The 3rd generation of P-gp inhibitors comprises zosuquidar (LY335979), mitotane (NSC-38721), laniquidar (R101933), tariquidar (XR9576), ONT-093, elacridar (F12091), annamycin, HM30181, R10933, and biricodar [17]. Tariquidar is the most well studied.
Tariquidar is a 3rd-generation specific P-gp inhibitor. It was approved by the FDA for clinical trials as a chemosensitizer and belongs to the benzanilide class of aromatic compounds containing an aniline group in which a carboxamide group is substituted by a benzene ring. They have the common structure RNC(=O)R′, where R and R′ = benzene.
It was proposed that tariquidar and its derivatives could bind to the H-binding part of P-gp through several binding mechanisms.

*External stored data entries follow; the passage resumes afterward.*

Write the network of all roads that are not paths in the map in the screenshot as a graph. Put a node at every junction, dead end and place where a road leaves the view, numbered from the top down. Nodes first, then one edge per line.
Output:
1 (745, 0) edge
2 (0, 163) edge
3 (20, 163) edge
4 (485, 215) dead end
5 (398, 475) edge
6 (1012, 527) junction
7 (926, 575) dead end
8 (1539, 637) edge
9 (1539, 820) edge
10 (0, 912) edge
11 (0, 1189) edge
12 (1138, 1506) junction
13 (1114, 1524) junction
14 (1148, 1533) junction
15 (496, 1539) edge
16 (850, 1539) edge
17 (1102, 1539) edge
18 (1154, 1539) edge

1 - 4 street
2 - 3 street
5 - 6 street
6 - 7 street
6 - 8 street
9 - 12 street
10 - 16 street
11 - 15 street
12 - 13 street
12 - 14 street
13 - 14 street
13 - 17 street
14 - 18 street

Phase 1 and 2 clinical trials in humans of a combination of tariquidar and antitumor drugs were halted because of insufficient efficacy and side effects. However, data from clinical trials of tariquidar in healthy volunteers regarding its ability to inhibit P-gp in blood–brain barrier cells and facilitate penetration into the brain of P-gp substrates were reported [18].

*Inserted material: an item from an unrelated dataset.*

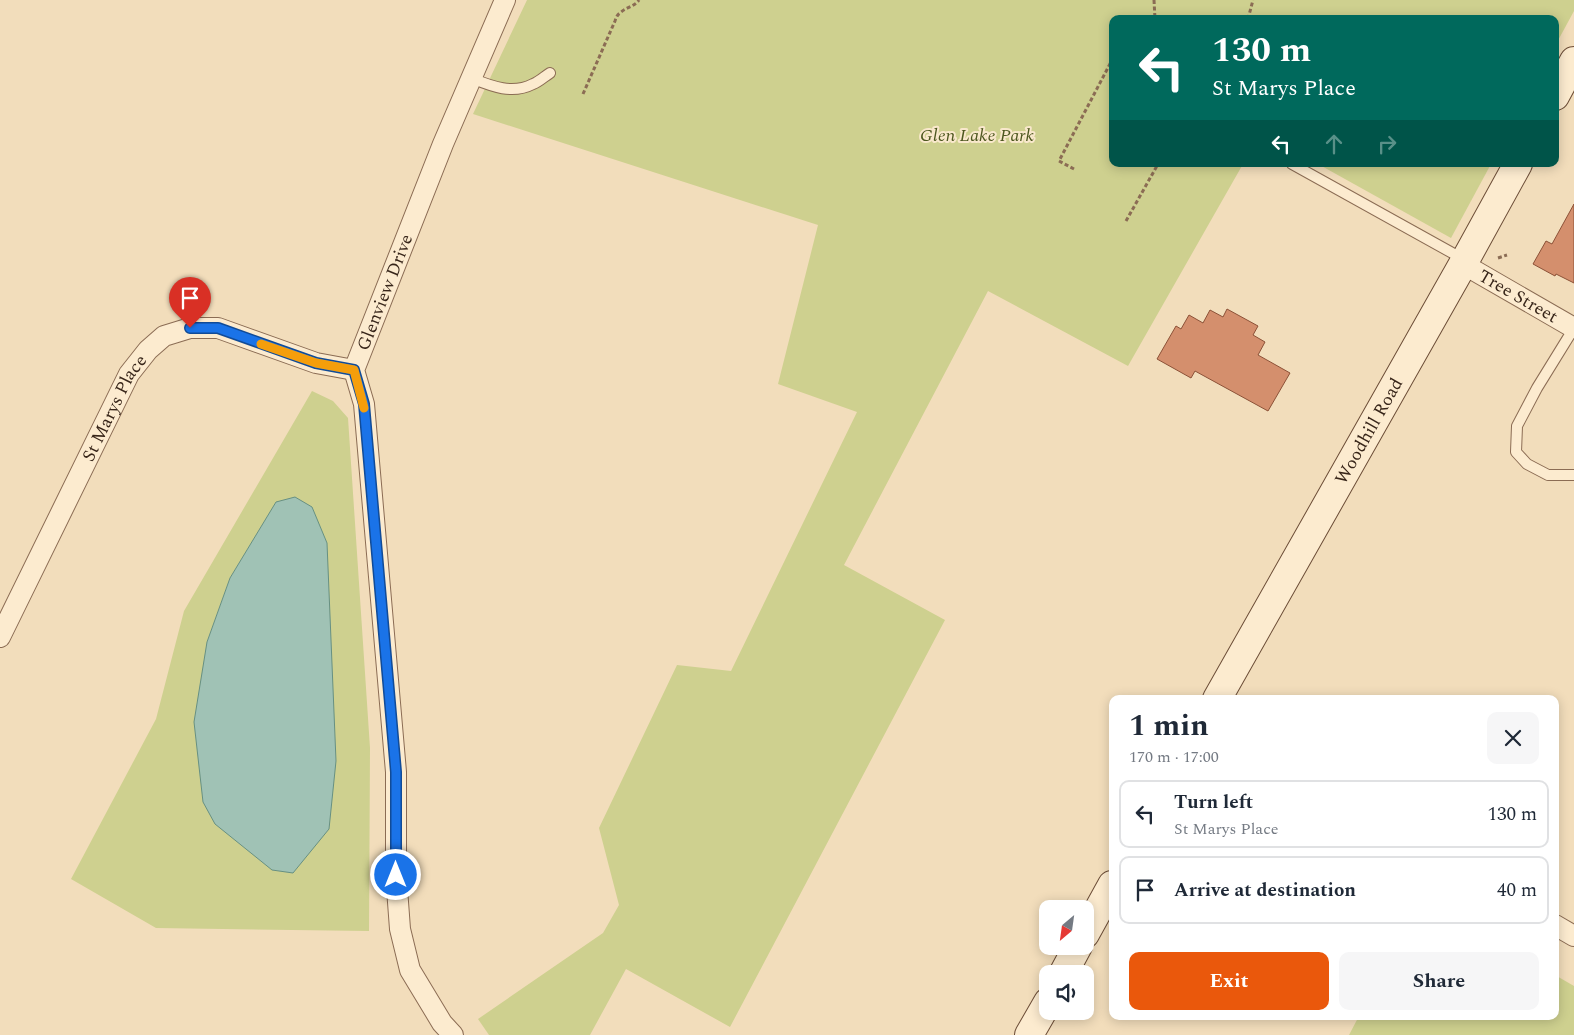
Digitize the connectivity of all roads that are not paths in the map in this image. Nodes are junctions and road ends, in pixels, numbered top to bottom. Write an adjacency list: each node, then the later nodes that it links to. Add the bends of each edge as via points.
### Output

Compounds of plant origin, e.g., curcumin, quercetin, ellagic and caffeic acids, piperine, capsaicin, and limonin, did not escape the attention of researchers in the search for P-gp inhibitors.
Natural compounds such as curcumin and flavonoids (e.g., kaempferol and quercetin), which can significantly inhibit P-gp and suppress MDR [19], are considered 4th generation inhibitors. Many plant compounds are inhibitors, substrates, inductors, and/or activators of transporter-protein drugs [20].
The multi-target polyphenol quercetin and its derivatives were investigated in 2010 for treating atherosclerosis, hepatitis C, various malignant diseases, and viral infections including SARS-CoV-2 [21]. Studies of isoquercetin, among others, as an antidepressant began in 2017 [22, 23].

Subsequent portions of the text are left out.